BENZODIAZEPINE RECEPTOR LIGANDS AND SEXUAL-BEHAVIOR IN THE MALE-RAT - THE ROLE OF GABAERGIC MECHANISMS

Diazepam and chlordiazepoxide produced a dose-dependent inhibition of ambulatory activity, motor execution and sexual behavior. The benzodiazepine antagonist flumazenil had no effect on these behaviors, while the inverse agonist FG 7142 inhibited sexual behavior without affecting motor functions. The GABA antagonist bicuculline was ineffective in all behavioral paradigms, while picrotoxin inhibited all behaviours. Picrotoxin blocked the motor effects of low doses of the benzodiazepines, but not those of higher doses. Neither did this drug block the effects of benzodiazepines on sexual behavior.
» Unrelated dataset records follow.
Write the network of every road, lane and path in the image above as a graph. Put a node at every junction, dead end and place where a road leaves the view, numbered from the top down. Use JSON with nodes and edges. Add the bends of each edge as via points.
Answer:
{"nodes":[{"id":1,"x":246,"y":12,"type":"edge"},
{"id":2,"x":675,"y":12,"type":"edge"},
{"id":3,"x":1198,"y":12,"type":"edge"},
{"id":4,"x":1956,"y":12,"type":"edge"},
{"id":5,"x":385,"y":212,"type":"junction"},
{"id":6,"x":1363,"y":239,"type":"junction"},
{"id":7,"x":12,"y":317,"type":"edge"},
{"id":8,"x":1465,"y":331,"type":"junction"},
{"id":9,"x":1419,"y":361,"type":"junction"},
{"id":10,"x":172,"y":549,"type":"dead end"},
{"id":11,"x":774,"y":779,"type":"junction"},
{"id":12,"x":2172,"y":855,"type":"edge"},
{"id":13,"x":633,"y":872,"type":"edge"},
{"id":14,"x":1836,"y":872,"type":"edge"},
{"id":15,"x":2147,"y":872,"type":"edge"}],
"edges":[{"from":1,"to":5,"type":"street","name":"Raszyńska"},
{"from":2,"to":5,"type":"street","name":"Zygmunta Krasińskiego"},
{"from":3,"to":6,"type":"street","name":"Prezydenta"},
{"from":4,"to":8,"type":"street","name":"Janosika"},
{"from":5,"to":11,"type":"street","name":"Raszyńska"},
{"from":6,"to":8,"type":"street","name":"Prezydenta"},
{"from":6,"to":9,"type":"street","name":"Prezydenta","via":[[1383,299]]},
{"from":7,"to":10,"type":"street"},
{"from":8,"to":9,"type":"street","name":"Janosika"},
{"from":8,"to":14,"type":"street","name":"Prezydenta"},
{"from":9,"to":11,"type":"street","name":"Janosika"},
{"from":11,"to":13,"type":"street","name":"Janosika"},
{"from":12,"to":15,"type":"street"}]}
Bicuculline was unable to block the effects of benzodiazepines on all behaviors. FG 7142, in a low dose, inhibited the effects of diazepam and chlordiazepoxide on ambulatory activity, but not their effects on motor execution or sexual behavior. The effects of the benzodiazepines and picrotoxin on sexual behavior could be a consequence of the motor impairment produced by these drugs, since the doses required to affect these two behaviors were similar. However, the fact that picrotoxin could block the motor deficiencies induced by the benzodiazepines without restoring sexual behavior suggests that these behavioral actions of the drugs can be differentiated. While some evidence was obtained suggesting a role of GABA in the motor effects of benzodiazepines, no evidence could be found for a role of GABA in their effects on sexual behavior.